# [DATA FOR THE TASK]

++++

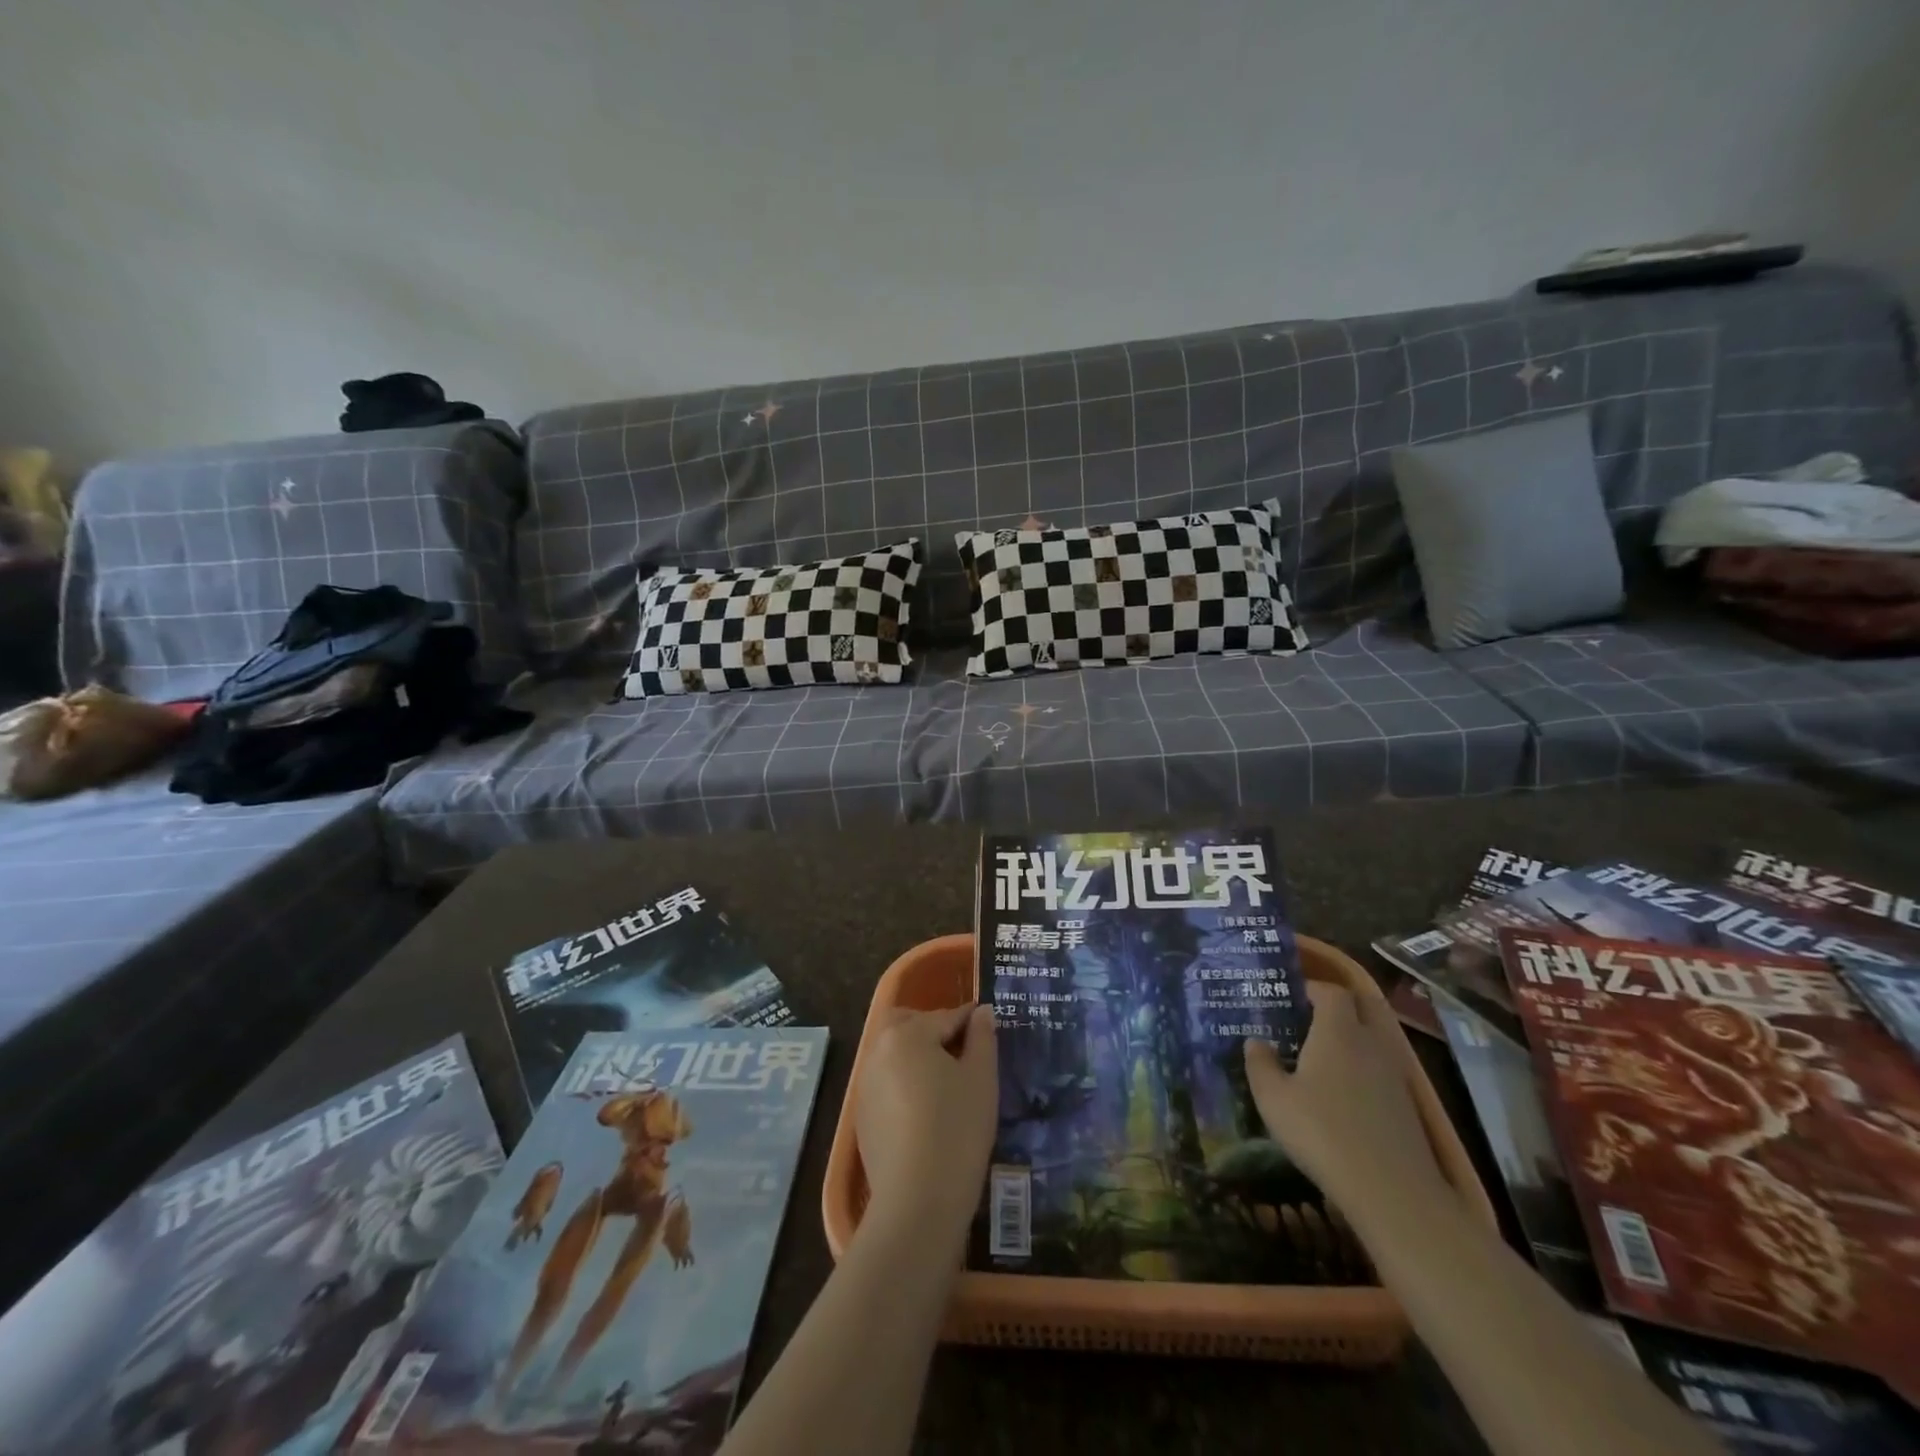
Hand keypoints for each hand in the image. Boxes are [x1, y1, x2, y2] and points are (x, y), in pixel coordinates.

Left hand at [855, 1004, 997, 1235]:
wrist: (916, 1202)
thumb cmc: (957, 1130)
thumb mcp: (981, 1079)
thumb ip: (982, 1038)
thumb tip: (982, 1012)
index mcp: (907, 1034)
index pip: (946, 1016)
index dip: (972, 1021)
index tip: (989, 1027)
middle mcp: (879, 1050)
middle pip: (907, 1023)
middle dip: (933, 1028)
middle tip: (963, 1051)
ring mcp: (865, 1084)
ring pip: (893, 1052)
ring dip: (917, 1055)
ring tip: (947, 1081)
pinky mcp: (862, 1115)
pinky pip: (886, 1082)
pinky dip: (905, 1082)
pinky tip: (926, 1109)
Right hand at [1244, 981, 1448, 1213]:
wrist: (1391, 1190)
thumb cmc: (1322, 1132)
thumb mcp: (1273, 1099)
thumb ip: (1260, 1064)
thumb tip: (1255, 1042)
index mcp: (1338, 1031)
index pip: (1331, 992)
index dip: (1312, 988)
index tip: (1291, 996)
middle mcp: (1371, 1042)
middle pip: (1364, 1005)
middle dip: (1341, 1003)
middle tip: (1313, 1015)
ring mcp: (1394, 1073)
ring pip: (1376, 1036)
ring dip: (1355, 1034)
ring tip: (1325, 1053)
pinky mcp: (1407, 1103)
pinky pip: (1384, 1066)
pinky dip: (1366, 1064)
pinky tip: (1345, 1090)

++++

# [DIRECTIONS FOR THIS TASK]
Using the records above, report each line that contains the word "thumb" by copying it.

# [ANSWER BOX]
thumb cmc: (957, 1130)
thumb mcp: (981, 1079)
thumb ip: (982, 1038)
thumb tip: (982, 1012)
thumb cmc: (1322, 1132)
thumb mcp: (1273, 1099)
thumb ip: (1260, 1064)
thumb tip: (1255, 1042)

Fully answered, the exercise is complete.